La vettura debuttò sul mercato nella primavera del 1987 come primo modello Cadillac a due posti dai tempi della Series 355 degli anni Trenta, posizionandosi come ammiraglia sportiva del gruppo General Motors.
Potenza massima
295 CV (Northstar, 1993)
Motori e meccanica: un'evoluzione in tre fasi
- 1987-1988: V8 HT-4100 da 4,1 litri, circa 170 CV, abbinato al cambio automatico a 4 rapporti.
- 1989-1992: V8 HT-4500 da 4,5 litri, circa 200 CV, con coppia motrice migliorata rispetto alla prima serie.
- 1993: debutta il V8 Northstar L37 da 4,6 litri con testate a 32 valvole, capace di erogare circa 295 CV, abbinato alla nuova trasmissione automatica elettronica 4T80-E.
Solo con l'arrivo del Northstar l'Allanté trovò finalmente prestazioni coerenti con le ambizioni sportive del progetto, ma il cambio arrivò nell'ultimo anno di produzione, limitandone la diffusione.
Anni di produzione
1987-1993
Il design Pininfarina e il ponte aereo Torino-Detroit
La carrozzeria dell'Allanté veniva interamente realizzata negli stabilimenti Pininfarina di San Giorgio Canavese, in Piemonte, per poi essere trasportata negli Stati Uniti a bordo di Boeing 747 cargo appositamente configurati, in grado di trasportare circa cinquanta scocche per volo fino allo stabilimento Detroit-Hamtramck.
Qui la scocca veniva unita al telaio e alla meccanica di produzione Cadillac. Questo sistema logistico, unico nel suo genere, rese l'Allanté una delle vetture più costose da produrre nella storia recente del marchio, contribuendo in modo significativo al prezzo di listino elevato.

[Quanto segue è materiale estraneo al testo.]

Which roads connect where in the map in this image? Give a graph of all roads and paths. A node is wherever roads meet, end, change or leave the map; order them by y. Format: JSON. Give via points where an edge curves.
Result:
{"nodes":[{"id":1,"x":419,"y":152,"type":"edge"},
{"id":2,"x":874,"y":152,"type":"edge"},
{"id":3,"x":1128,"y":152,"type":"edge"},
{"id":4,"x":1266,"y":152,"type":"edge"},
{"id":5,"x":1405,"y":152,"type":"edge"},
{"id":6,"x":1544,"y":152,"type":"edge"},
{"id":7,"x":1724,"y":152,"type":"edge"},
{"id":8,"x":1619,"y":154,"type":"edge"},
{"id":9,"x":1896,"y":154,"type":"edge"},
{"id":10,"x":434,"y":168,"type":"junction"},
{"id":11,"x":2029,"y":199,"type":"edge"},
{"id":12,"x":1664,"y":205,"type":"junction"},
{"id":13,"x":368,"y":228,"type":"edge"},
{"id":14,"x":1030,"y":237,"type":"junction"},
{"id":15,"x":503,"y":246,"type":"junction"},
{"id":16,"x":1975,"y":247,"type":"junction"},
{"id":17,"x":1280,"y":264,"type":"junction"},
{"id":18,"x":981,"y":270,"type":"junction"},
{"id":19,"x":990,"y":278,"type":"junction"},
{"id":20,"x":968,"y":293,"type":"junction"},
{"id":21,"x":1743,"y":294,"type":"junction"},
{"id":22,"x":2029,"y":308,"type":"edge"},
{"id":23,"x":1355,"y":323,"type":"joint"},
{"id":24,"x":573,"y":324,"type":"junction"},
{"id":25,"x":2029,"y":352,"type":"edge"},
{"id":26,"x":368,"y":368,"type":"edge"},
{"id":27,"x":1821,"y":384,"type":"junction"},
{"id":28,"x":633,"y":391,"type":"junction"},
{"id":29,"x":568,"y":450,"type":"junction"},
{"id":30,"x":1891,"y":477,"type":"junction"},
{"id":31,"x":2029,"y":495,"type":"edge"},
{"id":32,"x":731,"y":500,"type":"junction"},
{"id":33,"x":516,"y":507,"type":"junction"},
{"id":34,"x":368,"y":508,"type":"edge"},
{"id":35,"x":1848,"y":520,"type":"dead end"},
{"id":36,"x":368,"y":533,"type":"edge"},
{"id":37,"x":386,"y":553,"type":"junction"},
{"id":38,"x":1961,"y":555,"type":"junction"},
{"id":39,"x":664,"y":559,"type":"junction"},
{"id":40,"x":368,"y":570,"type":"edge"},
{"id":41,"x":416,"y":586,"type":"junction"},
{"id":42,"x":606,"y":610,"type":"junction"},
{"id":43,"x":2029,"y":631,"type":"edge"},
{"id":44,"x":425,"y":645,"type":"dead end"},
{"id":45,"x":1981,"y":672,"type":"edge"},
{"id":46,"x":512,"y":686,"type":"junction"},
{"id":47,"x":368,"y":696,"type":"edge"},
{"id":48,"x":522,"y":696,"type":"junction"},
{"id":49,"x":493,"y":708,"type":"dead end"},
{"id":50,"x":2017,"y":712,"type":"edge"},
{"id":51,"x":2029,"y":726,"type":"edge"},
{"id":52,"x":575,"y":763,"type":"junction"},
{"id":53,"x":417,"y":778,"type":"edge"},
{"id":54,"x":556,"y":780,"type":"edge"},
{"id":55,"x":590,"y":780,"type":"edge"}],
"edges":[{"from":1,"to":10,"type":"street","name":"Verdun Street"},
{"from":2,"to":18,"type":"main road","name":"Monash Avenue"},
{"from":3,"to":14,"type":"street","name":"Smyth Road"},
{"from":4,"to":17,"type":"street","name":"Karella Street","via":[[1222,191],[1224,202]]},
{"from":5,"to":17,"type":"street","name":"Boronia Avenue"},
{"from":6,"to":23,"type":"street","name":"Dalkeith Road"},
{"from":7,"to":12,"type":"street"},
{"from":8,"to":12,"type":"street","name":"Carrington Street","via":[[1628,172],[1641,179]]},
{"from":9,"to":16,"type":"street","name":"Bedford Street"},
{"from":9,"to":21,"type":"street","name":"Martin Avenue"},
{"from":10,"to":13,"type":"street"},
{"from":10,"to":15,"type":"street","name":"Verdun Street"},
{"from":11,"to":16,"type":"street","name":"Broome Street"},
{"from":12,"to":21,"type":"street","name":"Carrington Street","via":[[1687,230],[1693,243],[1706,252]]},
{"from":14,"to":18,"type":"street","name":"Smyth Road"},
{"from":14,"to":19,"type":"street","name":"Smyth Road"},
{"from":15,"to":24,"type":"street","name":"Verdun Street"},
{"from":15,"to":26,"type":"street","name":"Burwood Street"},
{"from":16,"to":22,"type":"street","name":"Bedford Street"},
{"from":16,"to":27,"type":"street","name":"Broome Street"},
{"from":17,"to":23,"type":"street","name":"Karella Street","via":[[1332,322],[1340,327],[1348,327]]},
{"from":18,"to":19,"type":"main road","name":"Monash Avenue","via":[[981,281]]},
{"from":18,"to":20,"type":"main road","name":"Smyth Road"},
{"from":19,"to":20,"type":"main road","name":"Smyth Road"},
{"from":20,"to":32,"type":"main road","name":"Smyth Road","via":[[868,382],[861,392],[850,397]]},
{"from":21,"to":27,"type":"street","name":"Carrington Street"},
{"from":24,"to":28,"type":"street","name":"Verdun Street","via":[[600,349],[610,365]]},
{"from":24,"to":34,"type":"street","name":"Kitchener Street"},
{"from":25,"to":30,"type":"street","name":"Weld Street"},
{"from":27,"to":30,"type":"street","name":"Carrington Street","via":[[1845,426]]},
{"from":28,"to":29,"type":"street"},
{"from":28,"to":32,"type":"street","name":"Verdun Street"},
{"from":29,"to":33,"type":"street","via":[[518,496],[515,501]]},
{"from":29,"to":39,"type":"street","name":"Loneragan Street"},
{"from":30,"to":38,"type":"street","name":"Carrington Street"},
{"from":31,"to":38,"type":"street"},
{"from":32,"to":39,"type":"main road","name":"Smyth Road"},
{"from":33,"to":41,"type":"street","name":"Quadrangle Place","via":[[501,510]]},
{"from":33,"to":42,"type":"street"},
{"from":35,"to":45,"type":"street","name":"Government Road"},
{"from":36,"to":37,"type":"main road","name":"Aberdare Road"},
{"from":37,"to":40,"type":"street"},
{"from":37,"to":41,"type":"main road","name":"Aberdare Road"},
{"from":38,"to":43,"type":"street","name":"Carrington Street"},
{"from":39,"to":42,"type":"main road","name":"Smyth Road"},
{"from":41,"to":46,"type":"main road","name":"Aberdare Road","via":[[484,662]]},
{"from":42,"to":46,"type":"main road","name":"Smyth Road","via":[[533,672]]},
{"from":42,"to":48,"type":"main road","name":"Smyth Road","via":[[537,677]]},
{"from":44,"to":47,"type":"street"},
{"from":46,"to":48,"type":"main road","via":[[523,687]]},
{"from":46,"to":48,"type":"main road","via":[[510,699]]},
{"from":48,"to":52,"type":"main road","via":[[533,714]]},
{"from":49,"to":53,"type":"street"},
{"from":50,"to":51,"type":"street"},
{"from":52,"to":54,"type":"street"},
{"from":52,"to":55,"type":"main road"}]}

Un successo commerciale contenuto ma un'eredità di stile
Nonostante l'apprezzamento della critica per l'eleganza del design e la ricchezza degli equipaggiamenti, tra cui il primo impianto radio-telefono con antenna retrattile motorizzata del settore e il sofisticato quadro strumenti elettronico, l'Allanté non riuscì mai a raggiungere i volumi di vendita sperati, fermandosi in media a circa 3.000 unità l'anno.
Il prezzo elevato, la trazione anteriore poco convenzionale per il segmento e la concorrenza delle roadster europee più blasonate contribuirono al ridimensionamento del progetto, la cui produzione si concluse il 16 luglio 1993. La vettura fu comunque scelta come pace car ufficiale della Indianapolis 500 del 1992, guidata da Bobby Unser.